**Exercise goal:**
All lines from the opening of the entries below through the line containing "Trace all roads" must be output exactly as they appear, with no other lines.
[Records provided — start]
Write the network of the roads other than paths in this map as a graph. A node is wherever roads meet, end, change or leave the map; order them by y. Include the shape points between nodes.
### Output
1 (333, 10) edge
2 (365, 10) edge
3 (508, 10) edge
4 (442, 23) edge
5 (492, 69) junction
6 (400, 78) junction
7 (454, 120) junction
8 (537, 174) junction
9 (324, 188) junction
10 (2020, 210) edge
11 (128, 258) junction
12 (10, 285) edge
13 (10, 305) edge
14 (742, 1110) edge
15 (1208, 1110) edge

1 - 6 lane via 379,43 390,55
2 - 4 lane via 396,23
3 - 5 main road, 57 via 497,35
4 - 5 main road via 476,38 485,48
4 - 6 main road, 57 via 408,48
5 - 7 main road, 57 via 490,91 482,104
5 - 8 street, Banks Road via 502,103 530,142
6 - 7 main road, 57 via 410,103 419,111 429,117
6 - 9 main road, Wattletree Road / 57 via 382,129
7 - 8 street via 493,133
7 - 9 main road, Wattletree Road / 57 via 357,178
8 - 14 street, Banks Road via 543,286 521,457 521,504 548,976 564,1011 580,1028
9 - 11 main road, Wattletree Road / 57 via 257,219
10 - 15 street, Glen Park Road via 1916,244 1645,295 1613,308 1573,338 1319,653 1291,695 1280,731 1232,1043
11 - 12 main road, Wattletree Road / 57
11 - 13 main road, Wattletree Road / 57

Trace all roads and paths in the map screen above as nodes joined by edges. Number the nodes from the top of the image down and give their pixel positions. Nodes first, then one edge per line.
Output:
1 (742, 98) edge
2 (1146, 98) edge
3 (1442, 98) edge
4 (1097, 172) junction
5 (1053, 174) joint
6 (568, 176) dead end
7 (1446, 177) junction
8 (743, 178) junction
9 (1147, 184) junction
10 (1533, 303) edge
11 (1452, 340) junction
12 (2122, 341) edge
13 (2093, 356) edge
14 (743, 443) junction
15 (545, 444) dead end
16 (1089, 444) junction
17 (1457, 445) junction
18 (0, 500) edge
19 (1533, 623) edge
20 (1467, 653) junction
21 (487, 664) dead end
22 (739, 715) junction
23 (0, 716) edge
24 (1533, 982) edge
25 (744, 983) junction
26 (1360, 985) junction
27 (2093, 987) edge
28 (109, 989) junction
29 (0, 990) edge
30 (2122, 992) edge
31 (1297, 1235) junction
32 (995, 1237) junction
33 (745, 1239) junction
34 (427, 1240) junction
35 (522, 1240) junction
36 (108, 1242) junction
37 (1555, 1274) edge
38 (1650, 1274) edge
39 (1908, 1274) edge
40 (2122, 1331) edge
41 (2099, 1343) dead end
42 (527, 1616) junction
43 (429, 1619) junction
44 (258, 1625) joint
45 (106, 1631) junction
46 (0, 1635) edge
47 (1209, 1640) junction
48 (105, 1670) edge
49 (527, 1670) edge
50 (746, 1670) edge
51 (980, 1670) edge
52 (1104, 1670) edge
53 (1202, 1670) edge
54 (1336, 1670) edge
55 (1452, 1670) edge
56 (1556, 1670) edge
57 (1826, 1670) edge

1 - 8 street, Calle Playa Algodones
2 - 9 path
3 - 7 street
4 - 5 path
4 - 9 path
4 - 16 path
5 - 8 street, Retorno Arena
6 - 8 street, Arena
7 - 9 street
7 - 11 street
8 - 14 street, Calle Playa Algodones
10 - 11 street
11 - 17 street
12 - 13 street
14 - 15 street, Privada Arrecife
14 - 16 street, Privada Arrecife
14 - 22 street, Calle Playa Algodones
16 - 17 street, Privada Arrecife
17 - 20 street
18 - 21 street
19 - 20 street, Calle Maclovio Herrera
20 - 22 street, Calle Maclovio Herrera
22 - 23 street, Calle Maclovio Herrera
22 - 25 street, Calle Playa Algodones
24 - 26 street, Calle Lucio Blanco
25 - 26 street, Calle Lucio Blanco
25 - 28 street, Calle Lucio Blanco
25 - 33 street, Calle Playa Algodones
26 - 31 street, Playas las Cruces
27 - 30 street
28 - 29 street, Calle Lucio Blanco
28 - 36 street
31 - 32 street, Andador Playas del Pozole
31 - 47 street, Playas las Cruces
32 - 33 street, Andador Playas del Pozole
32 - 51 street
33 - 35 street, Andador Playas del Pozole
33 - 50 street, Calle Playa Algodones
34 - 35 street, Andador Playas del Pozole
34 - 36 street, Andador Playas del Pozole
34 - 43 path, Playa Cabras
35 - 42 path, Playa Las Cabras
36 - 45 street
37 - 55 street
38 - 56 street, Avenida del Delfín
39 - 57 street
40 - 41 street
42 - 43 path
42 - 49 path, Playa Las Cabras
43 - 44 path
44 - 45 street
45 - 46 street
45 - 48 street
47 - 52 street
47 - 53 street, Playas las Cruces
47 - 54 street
[Records provided — finish]
**Reply to the task:**
Write the network of the roads other than paths in this map as a graph. A node is wherever roads meet, end, change or leave the map; order them by y. Include the shape points between nodes.
### Output
1 (333, 10) edge
2 (365, 10) edge
3 (508, 10) edge
4 (442, 23) edge
5 (492, 69) junction
6 (400, 78) junction
7 (454, 120) junction
8 (537, 174) junction
9 (324, 188) junction
10 (2020, 210) edge
11 (128, 258) junction
12 (10, 285) edge
13 (10, 305) edge
14 (742, 1110) edge
15 (1208, 1110) edge

1 - 6 lane via 379,43 390,55
2 - 4 lane via 396,23
3 - 5 main road, 57 via 497,35
4 - 5 main road via 476,38 485,48
4 - 6 main road, 57 via 408,48
5 - 7 main road, 57 via 490,91 482,104
5 - 8 street, Banks Road via 502,103 530,142
6 - 7 main road, 57 via 410,103 419,111 429,117
6 - 9 main road, Wattletree Road / 57 via 382,129
7 - 8 street via 493,133
7 - 9 main road, Wattletree Road / 57 via 357,178
8 - 14 street, Banks Road via 543,286 521,457 521,504 548,976 564,1011 580,1028
9 - 11 main road, Wattletree Road / 57 via 257,219
10 - 15 street, Glen Park Road via 1916,244 1645,295 1613,308 1573,338 1319,653 1291,695 1280,731 1232,1043
11 - 12 main road, Wattletree Road / 57
11 - 13 main road, Wattletree Road / 57

Trace all roads and paths in the map screen above as nodes joined by edges. Number the nodes from the top of the image down and give their pixel positions. Nodes first, then one edge per line.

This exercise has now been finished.